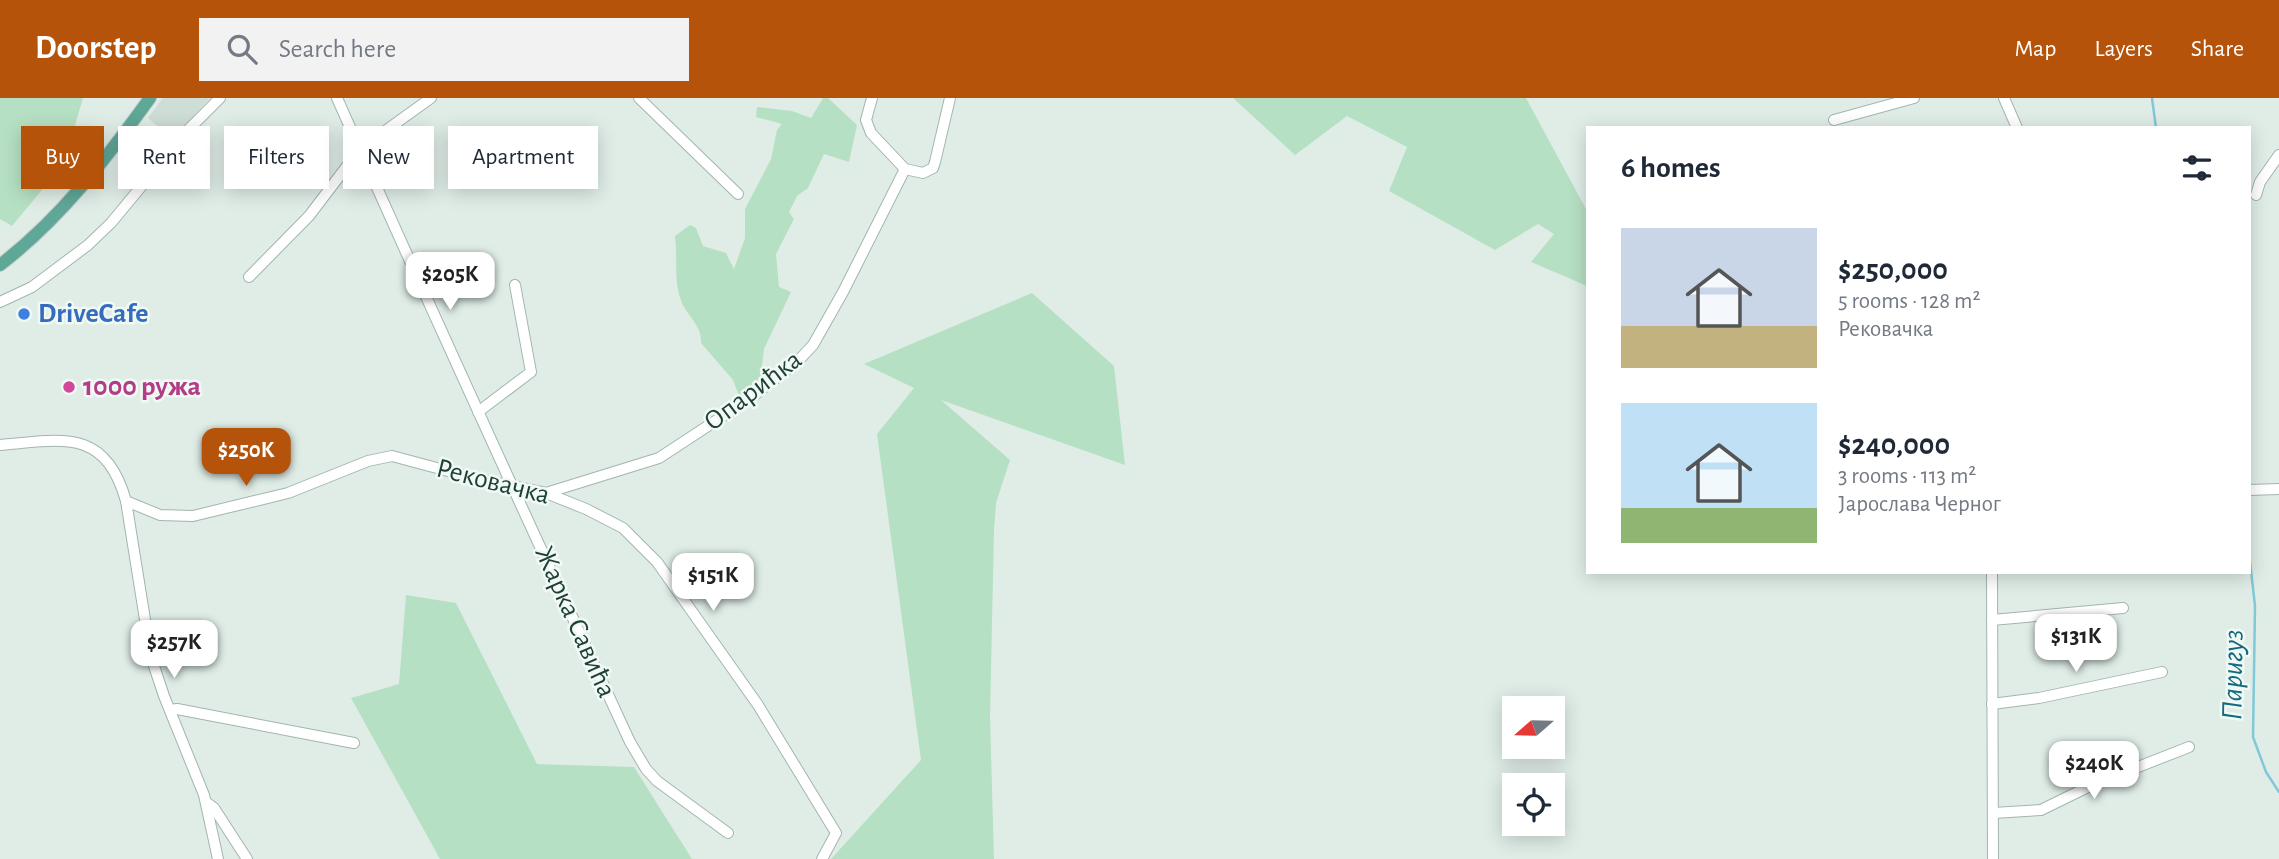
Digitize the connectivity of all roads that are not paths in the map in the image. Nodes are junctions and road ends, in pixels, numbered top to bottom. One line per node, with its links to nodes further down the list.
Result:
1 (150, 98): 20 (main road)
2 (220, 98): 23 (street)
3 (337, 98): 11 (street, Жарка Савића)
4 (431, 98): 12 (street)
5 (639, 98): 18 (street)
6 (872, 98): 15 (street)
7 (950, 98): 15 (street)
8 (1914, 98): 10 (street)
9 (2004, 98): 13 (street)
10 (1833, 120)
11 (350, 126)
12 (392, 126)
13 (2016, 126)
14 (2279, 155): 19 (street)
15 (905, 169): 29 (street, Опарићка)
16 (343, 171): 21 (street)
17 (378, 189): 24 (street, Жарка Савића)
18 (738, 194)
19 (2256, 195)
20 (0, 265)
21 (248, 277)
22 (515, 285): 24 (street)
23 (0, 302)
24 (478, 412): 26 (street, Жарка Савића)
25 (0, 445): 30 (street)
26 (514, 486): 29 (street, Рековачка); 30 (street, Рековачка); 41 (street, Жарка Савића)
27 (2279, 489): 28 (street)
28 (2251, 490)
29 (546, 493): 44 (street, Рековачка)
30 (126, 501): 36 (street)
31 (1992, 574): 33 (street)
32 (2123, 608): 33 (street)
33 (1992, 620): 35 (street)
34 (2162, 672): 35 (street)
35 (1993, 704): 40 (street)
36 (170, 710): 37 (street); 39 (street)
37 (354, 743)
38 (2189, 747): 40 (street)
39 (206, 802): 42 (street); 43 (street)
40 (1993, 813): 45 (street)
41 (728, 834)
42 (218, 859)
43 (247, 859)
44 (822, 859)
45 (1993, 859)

######

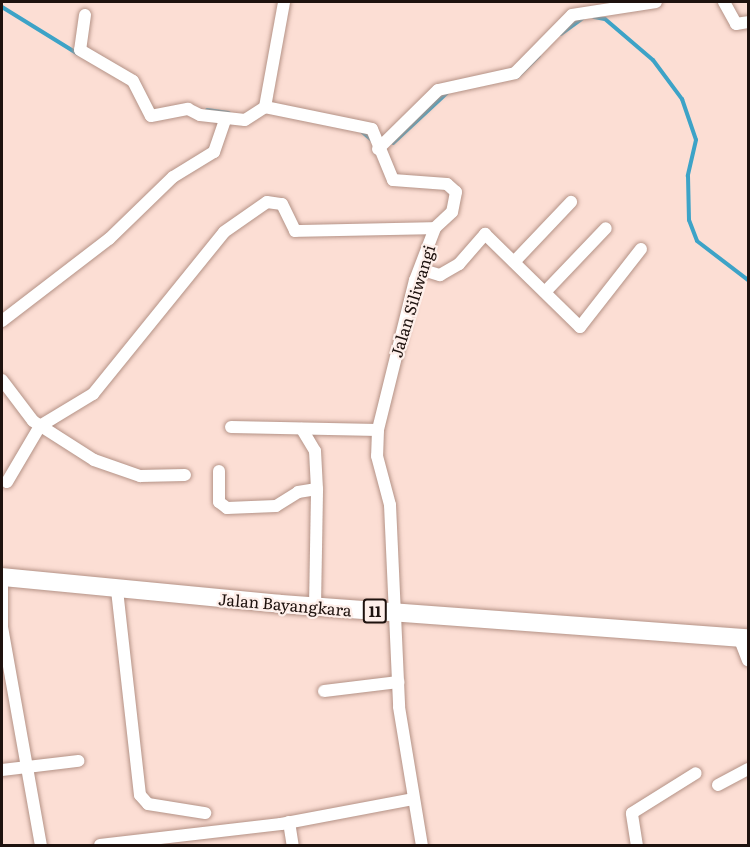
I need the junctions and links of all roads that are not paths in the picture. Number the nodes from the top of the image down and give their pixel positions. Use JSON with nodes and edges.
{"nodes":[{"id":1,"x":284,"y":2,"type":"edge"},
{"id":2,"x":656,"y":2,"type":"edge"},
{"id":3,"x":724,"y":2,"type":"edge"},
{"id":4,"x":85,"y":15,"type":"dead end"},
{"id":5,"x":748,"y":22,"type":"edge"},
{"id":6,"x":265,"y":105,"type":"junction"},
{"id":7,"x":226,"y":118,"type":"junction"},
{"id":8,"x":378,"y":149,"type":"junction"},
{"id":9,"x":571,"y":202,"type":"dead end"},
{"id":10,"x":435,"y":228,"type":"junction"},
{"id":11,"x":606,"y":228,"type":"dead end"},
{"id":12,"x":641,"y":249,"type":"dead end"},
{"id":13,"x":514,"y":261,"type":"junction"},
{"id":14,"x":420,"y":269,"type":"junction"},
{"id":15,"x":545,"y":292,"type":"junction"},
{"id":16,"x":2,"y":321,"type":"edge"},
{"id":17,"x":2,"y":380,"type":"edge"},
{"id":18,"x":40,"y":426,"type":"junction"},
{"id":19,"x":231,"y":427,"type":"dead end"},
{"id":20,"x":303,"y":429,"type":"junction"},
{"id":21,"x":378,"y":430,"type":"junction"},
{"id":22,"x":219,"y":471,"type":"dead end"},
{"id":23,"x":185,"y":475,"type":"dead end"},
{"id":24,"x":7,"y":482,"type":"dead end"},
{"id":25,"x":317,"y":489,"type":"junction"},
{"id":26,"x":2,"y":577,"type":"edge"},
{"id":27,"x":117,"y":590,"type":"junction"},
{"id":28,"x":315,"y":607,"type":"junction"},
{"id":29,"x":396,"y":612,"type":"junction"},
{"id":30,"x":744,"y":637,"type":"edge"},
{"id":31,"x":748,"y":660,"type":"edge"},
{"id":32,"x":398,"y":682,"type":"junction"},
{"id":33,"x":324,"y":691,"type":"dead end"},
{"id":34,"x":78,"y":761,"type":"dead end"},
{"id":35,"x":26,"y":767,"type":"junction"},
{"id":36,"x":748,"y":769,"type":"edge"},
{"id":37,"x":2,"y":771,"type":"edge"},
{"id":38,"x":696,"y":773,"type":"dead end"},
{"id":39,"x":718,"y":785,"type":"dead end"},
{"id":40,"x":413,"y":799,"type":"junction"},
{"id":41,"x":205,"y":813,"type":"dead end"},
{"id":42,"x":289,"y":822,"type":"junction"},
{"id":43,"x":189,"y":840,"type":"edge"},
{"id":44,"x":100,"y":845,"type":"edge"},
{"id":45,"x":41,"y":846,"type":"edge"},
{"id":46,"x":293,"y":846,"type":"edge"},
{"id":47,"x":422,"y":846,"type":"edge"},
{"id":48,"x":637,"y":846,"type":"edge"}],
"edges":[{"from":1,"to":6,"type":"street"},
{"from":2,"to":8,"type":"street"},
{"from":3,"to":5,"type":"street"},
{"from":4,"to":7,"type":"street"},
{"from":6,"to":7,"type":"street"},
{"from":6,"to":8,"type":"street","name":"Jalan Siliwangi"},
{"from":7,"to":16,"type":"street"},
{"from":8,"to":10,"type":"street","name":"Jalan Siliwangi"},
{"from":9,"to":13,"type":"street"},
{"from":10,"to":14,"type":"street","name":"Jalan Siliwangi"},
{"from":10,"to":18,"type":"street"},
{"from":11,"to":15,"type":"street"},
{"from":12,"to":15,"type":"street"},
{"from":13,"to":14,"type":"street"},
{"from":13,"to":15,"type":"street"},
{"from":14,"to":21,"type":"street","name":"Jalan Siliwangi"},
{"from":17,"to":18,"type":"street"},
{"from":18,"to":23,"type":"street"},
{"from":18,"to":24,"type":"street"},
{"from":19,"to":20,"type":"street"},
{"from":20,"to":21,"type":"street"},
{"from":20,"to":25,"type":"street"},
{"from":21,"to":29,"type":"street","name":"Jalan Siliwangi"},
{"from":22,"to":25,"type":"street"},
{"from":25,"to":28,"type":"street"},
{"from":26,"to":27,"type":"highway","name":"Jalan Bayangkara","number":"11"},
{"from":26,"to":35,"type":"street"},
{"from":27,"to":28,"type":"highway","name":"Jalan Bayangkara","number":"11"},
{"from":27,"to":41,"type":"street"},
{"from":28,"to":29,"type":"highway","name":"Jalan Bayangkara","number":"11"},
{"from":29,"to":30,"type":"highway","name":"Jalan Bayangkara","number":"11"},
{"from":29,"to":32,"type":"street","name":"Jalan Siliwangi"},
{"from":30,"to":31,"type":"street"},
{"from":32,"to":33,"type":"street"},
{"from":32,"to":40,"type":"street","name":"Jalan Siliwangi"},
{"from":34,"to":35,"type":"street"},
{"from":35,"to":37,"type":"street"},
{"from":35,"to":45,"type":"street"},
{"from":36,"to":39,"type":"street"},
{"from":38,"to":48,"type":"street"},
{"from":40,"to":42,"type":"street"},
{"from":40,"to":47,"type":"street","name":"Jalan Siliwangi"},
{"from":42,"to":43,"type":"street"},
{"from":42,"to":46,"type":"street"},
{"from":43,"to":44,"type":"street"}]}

######

What is being asked - Give only the number of lines in the records that contain the string "links".

Task output - 2